# Riding to hard? Unsoclicited advice thinks so



## trailhorserider (Oct 13, 2009)

Well, I'm probably not a good one to ask because I've been known to ride for 5+ hours on the trail, several times a week. Of course that's mostly at a walk, but we do canter and trot on occasion. So 40 minutes, even with a good amount of cantering, doesn't sound like a long ride to me. 

But, I do remember reading in a magazine (I believe the article was by Clinton Anderson) about slowing your horse's canter, and he said to do what you are doing- canter until they want to slow on their own, then make them canter some more. :lol: Basically, when you ask for a canter, the horse should be wondering if he is going to canter for 5 minutes or all day, so he will relax and conserve his energy. So I think you are doing right in the concept of cantering until the horse is willing to slow down. I think_ lack_ of cantering and riding the brakes is what makes a horse excitable at the canter.


----------



## MacabreMikolaj (May 9, 2009)

Everyone has their own opinions. Some may say your method for slowing her is incorrect, and some may agree. The bottom line here though I think is - is it too much work?

Depending on her fitness, no. As long as you've had a proper warm up and cool down, the horse should be fine. My aunt always said a solid 10 minutes of walking and stretching, another five of some trot and after that (15 minutes) your horse is pretty much warmed up to work as hard as you need them to. 10-15 minutes is a usual rule of thumb for cool down as well.

Your routine essentially sounds the exact same as what I do with my 3 and 1/2 year old filly, with possibly less canter work. She's usually ridden for 45-60 minutes and almost all of it is trotting, with quite a lot of canter transitions. She's usually soaked and puffing by the end. This is my routine for bringing her INTO fitness, a routine I think most horses at reasonable fitness can endure.

Your horse will usually tell you when enough is enough and it certainly doesn't sound like enough yet.


----------



## MyBoyPuck (Mar 27, 2009)

I would think it ultimately depends on how fit your horse is. Some horse's cannot trot for 15 minutes without breaking a sweat. Others can come back from a vigorous 2 hour trail ride completely dry. Only you can guage if your horse is overworked. My suggestion would be to monitor her resting heart rate before you ride. After you work her, monitor it again immediately after you work her. Her heart rate should return to her before workout rate within 2 minutes of stopping work. If she takes longer, she is not ready to be worked that long and may be prone to injuring herself. Nothing's wrong with a wet saddle pad and compliant horse. Checking her return to normal heart rate time is a good way of knowing you're working her within her limits.


----------



## SabreBaby (Jul 27, 2009)

I do not believe you are over working your horse by what you have described, and your method is one that many people use, so I don't think it's going to ruin your horse. I will trot my horse for miles sometimes because I know she can handle it. If you only rode your horse once a week, per say, that regiment might be a little grueling for him or her, but by the sounds of it, you ride frequently. When I first got my horse, she was extremely hot and always wanted to run. I had the worst time getting her to slow lope, but what worked the best for me was TONS of collected trotting. I found it a lot easier to control her trot than her canter, so I only trotted her for a good while, and when I felt that I had a nice controlled, collected trot, I began to ask her to lope, and when she'd pick up the gait, I would pull back ever so slightly on my reins. WOW. ha. Now I have the slowest loping horse I have ever seen. lol.


----------



## Zeke (Jun 27, 2010)

I wouldn't say it's too hard of a work out but if you're headed back to the stall while the horse is still breathing hard they need more of a cool down. 

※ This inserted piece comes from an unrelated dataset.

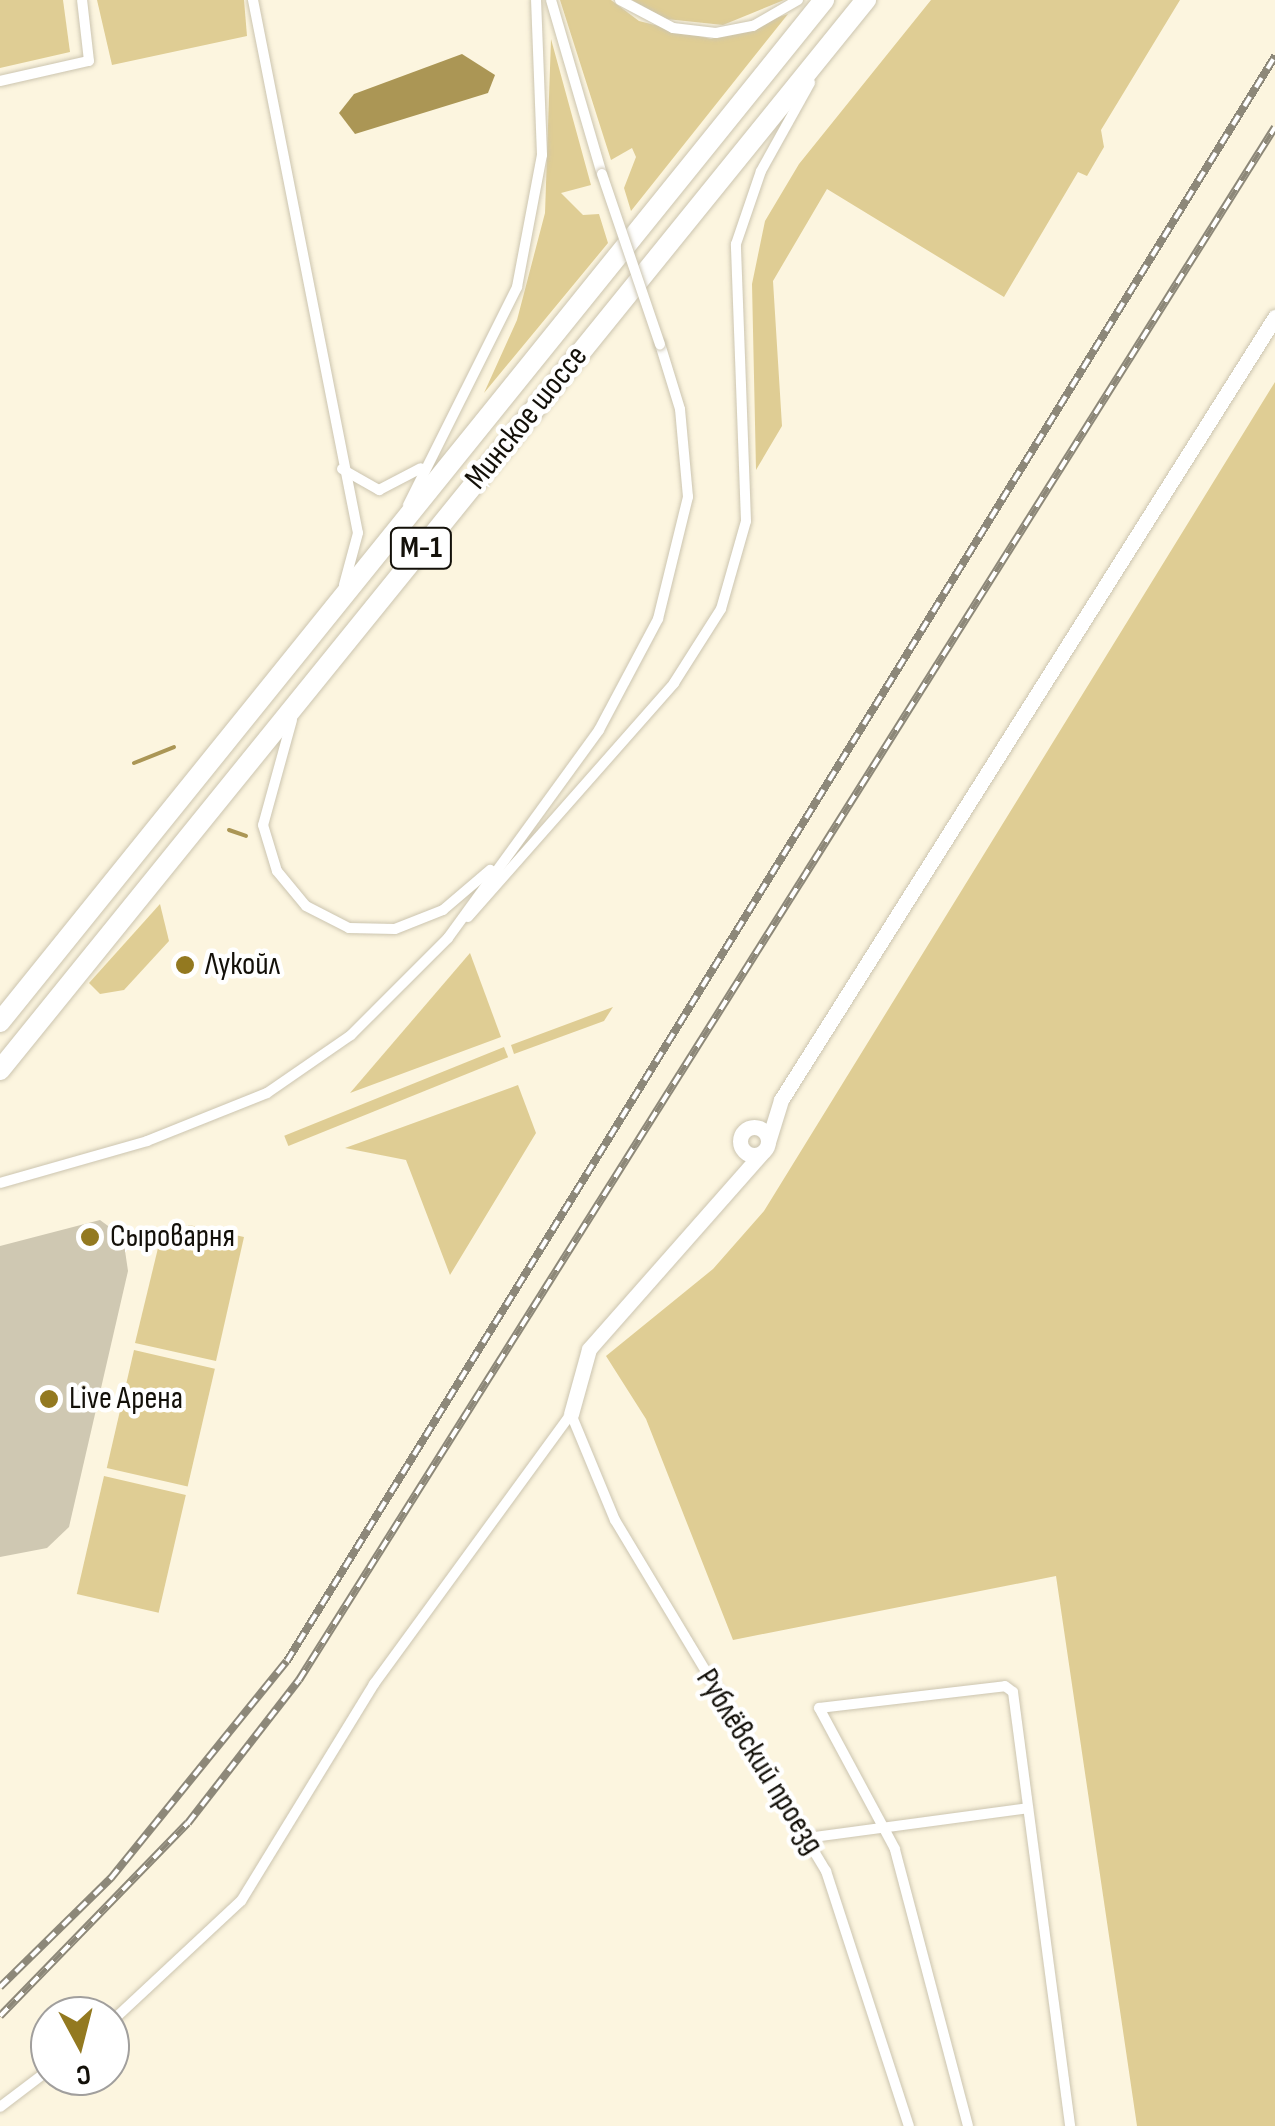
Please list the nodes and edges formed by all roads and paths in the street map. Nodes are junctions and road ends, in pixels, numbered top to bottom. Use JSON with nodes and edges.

I'm with MM, a good warm up and cool down and you should be fine.
_Posted via Mobile Device_


----------



## mom2pride (May 5, 2009)

I have figured it out over the years that if you want a "slower" horse, you have to do alot of trotting and cantering...eventually they figure it out that it's SO much easier to go slower, and conserve their energy rather than bolting and running hard, especially since you are going to continue til they slow down anyway. 

My mare had a terrible habit of just rush, rush, rush...but not now...hahaha...once she was in a bit better than paddock condition, I would just do a lot of trotting; circles, coasting around the arena, some serpentines, etc...she eventually just started slowing down on her own, instead of breaking into a super octane trot every time! It's amazing how having a horse coast around in a gait and keep him going beyond when he is asking to stop, will give you a more balanced, and more even paced horse. And then we started adding a bunch of canter work, as well, once we had the trotting sorted out a bit. I still do a lot of trot and canter work, mainly because that's what's going to keep her in decent condition in the first place. 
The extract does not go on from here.